-- Opening Marker --
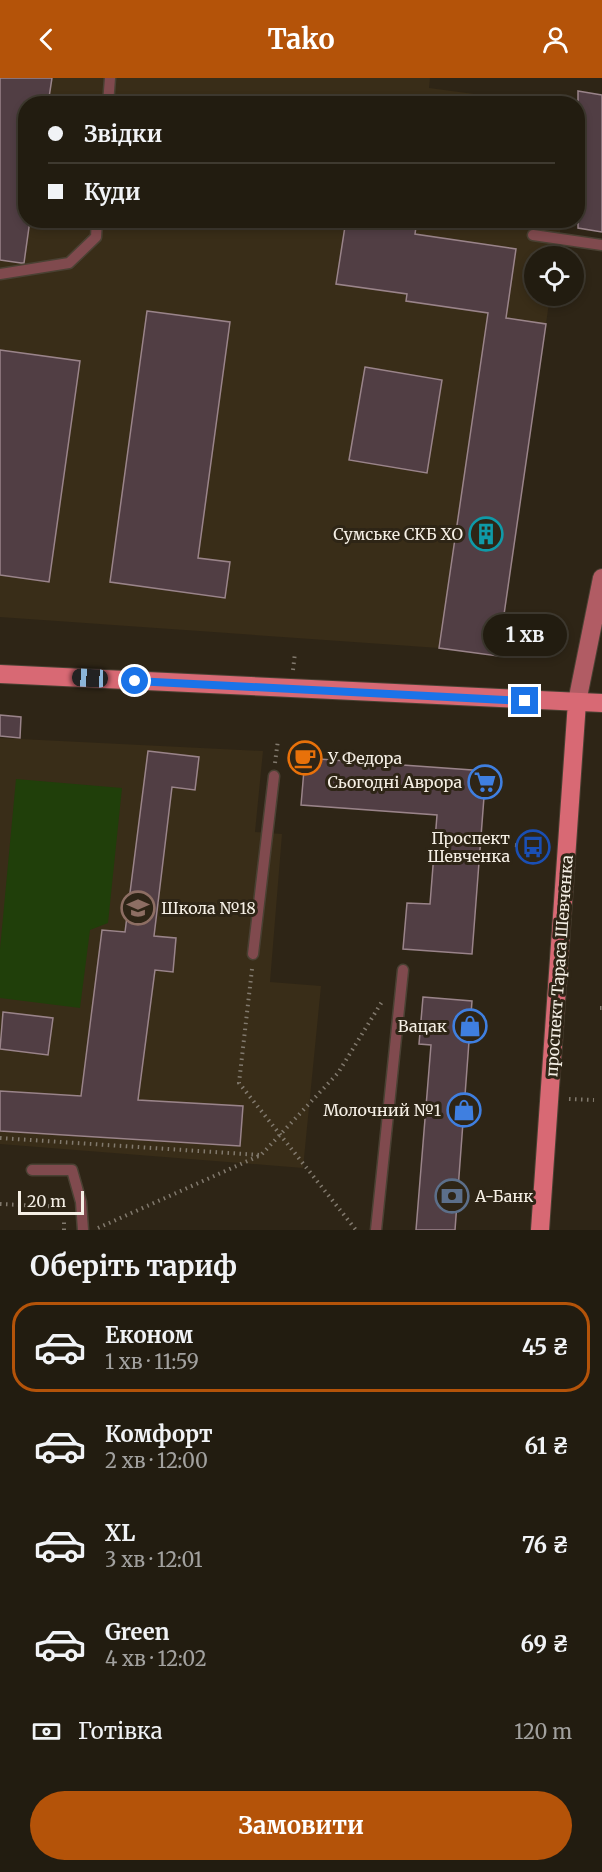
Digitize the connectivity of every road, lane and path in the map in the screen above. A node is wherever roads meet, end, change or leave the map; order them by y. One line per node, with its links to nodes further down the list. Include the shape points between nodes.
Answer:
1 (110, 78): 2 (lane)
2 (109, 96)
3 (97, 228): 6 (lane, via 96,237 69,263)
4 (533, 235): 5 (lane)
5 (602, 245)
6 (0, 274)
7 (602, 578): 9 (main road)
8 (0, 674): 9 (main road)
9 (577, 702): 10 (main road); 14 (main road, проспект Тараса Шевченка)
10 (602, 703)
11 (278, 740): 12 (path)
12 (274, 776): 15 (lane)
13 (515, 845): 14 (path)
14 (567, 851): 18 (main road, проспект Тараса Шевченка)
15 (253, 954): 20 (path, via 239,1083)
16 (403, 970): 29 (lane)
17 (385, 998): 20 (path, via 338,1073)
18 (550, 1100): 19 (path); 30 (main road, проспект Тараса Шевченка)
19 (594, 1100)
20 (282, 1136): 22 (path); 28 (path)
21 (0, 1138): 22 (path)
22 (261, 1155): 27 (path)
23 (32, 1170): 26 (lane, via 72,1170 81,1202)
24 (0, 1204): 25 (path, via 64,1206)
25 (64, 1230)
26 (83, 1230)
27 (95, 1230)
28 (356, 1230)
29 (376, 1230)
30 (540, 1230)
-- Closing Marker --
TASK: Each entry above is to be given again exactly, and any image in it is to be dropped.

YOUR RESPONSE:
Digitize the connectivity of every road, lane and path in the map in the screen above. A node is wherever roads meet, end, change or leave the map; order them by y. One line per node, with its links to nodes further down the list. Include the shape points between nodes.
Answer:
1 (110, 78): 2 (lane)
2 (109, 96)
3 (97, 228): 6 (lane, via 96,237 69,263)
4 (533, 235): 5 (lane)
5 (602, 245)
6 (0, 274)
7 (602, 578): 9 (main road)
8 (0, 674): 9 (main road)
9 (577, 702): 10 (main road); 14 (main road, проспект Тараса Шевченка)
10 (602, 703)
11 (278, 740): 12 (path)
12 (274, 776): 15 (lane)
13 (515, 845): 14 (path)
14 (567, 851): 18 (main road, проспект Тараса Шевченка)
15 (253, 954): 20 (path, via 239,1083)
16 (403, 970): 29 (lane)
17 (385, 998): 20 (path, via 338,1073)
18 (550, 1100): 19 (path); 30 (main road, проспект Тараса Шевченка)
19 (594, 1100)
20 (282, 1136): 22 (path); 28 (path)
21 (0, 1138): 22 (path)
22 (261, 1155): 27 (path)
23 (32, 1170): 26 (lane, via 72,1170 81,1202)
24 (0, 1204): 25 (path, via 64,1206)
25 (64, 1230)
26 (83, 1230)
27 (95, 1230)
28 (356, 1230)
29 (376, 1230)
30 (540, 1230)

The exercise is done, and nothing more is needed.